Using the judgement discussed in Bree, should the law do more to protect intoxicated women
from sexual offenders?
Introduction – outlining the case:
R v Bree (2007) was a controversial rape case, where the defendant (Bree) and the
complainant had both been heaving drinking.
The complainant’s memory of the event was poor, she recalls vomiting and her next
memory is of her and Bree having sexual intercourse.
She has not specifically said no, but had not consented. B contended that he has
reasonably believed she was consenting because she undressed herself and appeared
willing and conscious through the event.
The Crown initially contended that C had been unable to consent as she was unconscious
for much of the event.
Following the delivery of evidence at the trail, the prosecution changed to submit that C,
given her inebriated state, she did not consent to sexual intercourse with B.
The issue of appeal raised by B, was at first instance the Court had not clarified to the jury
that a person may still be capable of consenting even where heavily intoxicated.
Under s.74 of the SOA 2003, one must have the freedom and capacity to make a choice.
Whilst intoxication has the potential to undermine this capacity, simply being intoxicated
does not remove one’s ability to consent.
Sir Igor Judge suggests an understanding of the capacity requirement which is captured by
the phrase ‘a drunken consent is still consent’ as echoing the law regarding the defence of
intoxication which states ‘a drunken intent is still intent.’
Although intoxication does not negate consent conclusively, it can undermine capacity to
consent, and the current law needs to offer more protection to vulnerable people rather
than justifying the socially acceptable and typical behaviour of drunken sex.
Paragraph 1 – the current law, predicaments and issues regarding consent
The emotive nature of sexual offences, as well as the continued low reporting and
conviction rates means that discussions of potential reform are always high on the agenda
The SOA 2003 represented a comprehensive reform of the previous law, broadly
welcomed for its gender-neutrality, broadening of liability and specific labelling.
However, problem areas still remain, with one of the most dominant remaining issues
being voluntary intoxication and consent.
Consent without intoxication in itself is already complicated.
It is difficult to prove lack of consent and in the absence of force there will likely be little
evidence. Consent as a concept is also difficult to define with any degree of objectivity and
consistency.
Intoxication further complicates this issue due to the fact that intoxication is subjective,
and the only level of drunk that can be objectively established in statute in consciousness.

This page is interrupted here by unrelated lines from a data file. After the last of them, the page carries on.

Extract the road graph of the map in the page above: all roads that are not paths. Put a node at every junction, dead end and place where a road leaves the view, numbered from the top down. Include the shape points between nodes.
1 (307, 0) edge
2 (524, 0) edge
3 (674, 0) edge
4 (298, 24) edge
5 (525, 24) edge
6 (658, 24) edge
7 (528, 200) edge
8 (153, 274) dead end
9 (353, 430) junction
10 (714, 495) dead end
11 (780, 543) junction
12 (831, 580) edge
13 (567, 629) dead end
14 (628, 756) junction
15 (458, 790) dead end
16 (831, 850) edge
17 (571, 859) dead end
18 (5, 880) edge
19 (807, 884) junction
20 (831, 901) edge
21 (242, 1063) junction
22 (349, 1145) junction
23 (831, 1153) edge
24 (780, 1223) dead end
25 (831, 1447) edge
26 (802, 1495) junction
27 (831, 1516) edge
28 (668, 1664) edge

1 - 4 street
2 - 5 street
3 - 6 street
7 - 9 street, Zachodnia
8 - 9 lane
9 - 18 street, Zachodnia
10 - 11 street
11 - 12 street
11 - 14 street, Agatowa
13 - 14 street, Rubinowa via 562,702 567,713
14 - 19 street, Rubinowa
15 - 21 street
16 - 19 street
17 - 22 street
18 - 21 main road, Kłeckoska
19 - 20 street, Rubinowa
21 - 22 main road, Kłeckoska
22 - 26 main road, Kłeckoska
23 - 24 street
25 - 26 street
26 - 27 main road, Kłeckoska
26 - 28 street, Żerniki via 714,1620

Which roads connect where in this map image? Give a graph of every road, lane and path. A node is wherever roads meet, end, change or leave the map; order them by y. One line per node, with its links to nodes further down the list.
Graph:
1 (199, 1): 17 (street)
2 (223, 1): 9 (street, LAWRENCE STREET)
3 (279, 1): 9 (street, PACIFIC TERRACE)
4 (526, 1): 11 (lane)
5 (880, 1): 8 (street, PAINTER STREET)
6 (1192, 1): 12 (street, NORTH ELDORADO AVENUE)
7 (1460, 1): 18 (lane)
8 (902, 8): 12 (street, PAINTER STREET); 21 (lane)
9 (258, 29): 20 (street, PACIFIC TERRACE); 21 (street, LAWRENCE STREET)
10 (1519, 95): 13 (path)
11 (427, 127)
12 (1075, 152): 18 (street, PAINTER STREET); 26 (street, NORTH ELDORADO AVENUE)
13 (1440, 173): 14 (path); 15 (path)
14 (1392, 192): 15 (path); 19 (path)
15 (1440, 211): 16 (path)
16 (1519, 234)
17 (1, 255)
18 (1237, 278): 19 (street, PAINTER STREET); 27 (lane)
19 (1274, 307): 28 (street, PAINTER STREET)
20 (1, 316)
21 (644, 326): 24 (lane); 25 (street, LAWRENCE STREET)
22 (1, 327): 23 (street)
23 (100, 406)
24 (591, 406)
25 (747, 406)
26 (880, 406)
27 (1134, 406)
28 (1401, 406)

If the complainant is conscious, their level of intoxication may undermine their capacity to
consent, but the point of intoxication where this occurs is difficult to define and prove.
This can result, as it did in the case of Bree, with rulings that lead to much criticism
regarding the laws duty to protect vulnerable people.
Bree is not the only case where intoxicated consent has presented issue.
The case of R v Hysa (2007) involved a heavily intoxicated victim who could not remember
saying no to sexual intercourse. The jury found there was not enough evidence to convict.